# Work instruction
Within the records below, find each line that holds the string "What", then copy it.

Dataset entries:
▬▬▬▬▬▬

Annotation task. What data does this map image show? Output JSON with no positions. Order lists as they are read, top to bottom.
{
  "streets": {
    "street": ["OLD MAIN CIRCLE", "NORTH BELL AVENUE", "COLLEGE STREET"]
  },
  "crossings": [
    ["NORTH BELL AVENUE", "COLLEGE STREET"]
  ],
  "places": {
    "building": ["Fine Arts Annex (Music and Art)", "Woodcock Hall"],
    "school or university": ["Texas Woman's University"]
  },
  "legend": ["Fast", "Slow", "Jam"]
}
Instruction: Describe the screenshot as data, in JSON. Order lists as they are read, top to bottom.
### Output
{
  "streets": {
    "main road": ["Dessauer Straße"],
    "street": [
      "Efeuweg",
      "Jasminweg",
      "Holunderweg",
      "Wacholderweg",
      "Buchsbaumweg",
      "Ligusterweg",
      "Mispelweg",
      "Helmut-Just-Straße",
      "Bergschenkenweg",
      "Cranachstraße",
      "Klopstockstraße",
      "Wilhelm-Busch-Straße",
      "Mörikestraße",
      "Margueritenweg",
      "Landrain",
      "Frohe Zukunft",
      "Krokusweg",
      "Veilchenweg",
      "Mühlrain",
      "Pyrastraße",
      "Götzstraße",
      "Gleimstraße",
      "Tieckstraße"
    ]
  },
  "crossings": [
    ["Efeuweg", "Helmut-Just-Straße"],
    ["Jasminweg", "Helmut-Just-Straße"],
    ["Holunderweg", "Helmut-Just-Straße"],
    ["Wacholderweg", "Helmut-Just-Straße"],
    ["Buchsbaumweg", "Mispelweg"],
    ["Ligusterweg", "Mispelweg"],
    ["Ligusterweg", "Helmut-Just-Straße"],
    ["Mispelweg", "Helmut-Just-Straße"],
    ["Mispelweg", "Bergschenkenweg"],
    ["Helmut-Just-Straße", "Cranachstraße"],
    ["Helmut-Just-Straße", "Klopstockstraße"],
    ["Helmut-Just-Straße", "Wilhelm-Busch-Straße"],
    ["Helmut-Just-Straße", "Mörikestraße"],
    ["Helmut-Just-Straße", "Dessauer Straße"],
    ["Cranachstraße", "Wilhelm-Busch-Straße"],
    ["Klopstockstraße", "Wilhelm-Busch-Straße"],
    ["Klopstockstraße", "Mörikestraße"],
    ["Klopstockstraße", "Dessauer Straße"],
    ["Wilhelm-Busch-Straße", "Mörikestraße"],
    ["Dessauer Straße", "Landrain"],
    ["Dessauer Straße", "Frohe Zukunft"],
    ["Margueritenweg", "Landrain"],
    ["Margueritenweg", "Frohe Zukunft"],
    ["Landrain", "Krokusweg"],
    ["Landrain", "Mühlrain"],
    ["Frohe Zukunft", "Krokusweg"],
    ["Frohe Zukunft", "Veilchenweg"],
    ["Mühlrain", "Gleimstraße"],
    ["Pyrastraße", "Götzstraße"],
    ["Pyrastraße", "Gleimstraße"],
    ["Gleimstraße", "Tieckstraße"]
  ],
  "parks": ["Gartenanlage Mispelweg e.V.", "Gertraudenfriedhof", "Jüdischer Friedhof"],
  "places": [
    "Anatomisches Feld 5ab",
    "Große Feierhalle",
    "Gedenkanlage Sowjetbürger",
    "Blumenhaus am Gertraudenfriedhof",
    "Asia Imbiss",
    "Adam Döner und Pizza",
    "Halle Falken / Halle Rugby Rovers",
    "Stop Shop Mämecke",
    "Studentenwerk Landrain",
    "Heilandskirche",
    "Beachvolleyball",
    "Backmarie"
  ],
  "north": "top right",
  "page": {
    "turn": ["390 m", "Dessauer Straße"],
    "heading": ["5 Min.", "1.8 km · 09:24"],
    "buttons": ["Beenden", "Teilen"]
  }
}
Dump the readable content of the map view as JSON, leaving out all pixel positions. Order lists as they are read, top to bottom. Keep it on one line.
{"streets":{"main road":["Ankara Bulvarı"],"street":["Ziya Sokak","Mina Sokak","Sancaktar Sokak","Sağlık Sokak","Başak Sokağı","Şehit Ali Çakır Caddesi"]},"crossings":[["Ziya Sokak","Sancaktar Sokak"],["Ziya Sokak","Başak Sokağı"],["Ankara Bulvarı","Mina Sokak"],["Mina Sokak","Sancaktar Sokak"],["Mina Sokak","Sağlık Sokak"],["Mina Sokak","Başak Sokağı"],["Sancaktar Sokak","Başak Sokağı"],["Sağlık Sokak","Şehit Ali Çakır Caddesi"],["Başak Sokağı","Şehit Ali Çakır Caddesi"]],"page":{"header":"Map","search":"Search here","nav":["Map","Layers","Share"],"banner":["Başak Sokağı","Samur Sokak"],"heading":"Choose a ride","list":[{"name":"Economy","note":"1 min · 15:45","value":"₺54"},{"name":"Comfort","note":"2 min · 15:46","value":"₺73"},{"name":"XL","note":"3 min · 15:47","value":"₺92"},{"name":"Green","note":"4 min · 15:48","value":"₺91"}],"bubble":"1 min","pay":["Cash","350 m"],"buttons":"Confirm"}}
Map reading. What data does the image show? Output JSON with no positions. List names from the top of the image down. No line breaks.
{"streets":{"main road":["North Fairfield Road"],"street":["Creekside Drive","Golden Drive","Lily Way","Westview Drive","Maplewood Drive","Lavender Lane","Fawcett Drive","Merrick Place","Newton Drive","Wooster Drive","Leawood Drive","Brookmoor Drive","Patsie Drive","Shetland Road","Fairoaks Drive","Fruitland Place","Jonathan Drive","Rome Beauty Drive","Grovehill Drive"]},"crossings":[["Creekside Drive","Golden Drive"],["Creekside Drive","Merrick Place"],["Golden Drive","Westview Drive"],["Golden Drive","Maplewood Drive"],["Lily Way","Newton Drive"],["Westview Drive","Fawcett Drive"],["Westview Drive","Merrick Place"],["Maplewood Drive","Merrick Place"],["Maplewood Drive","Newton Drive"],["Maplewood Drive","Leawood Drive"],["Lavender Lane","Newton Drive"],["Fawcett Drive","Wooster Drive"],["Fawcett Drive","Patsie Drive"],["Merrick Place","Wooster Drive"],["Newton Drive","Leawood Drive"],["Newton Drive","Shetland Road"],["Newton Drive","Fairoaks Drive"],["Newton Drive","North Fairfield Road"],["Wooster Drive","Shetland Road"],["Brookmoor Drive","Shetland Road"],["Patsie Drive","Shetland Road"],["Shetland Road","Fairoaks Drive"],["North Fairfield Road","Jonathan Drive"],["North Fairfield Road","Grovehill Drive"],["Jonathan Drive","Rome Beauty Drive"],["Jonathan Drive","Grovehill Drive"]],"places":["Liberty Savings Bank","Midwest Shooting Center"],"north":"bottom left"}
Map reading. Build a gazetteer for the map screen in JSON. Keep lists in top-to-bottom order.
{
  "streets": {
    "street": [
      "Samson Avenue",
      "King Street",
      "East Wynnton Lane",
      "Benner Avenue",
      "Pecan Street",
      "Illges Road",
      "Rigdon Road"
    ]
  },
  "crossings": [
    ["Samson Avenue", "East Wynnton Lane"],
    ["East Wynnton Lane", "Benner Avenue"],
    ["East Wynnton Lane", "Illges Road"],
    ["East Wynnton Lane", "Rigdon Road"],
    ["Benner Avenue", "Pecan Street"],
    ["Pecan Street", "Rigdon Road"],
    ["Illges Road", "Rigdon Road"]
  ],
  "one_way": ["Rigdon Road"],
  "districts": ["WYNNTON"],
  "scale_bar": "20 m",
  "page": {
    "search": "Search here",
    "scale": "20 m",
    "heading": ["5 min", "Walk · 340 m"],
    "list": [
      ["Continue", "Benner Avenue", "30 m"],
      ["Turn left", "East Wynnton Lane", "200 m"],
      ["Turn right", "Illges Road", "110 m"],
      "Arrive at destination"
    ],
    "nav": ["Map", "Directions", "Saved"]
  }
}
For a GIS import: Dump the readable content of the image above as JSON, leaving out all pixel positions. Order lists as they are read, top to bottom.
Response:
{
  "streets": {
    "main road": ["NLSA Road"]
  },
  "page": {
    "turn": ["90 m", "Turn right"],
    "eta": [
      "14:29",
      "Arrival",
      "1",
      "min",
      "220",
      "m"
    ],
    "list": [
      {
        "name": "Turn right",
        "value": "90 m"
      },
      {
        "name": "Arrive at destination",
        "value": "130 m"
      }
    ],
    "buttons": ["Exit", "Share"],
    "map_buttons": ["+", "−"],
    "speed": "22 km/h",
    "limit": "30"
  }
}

▬▬▬▬▬▬

# Exercise result
Annotation task. What data does this map image show? Output JSON with no positions. Order lists as they are read, top to bottom.
Map reading. What data does the image show? Output JSON with no positions. List names from the top of the image down. No line breaks.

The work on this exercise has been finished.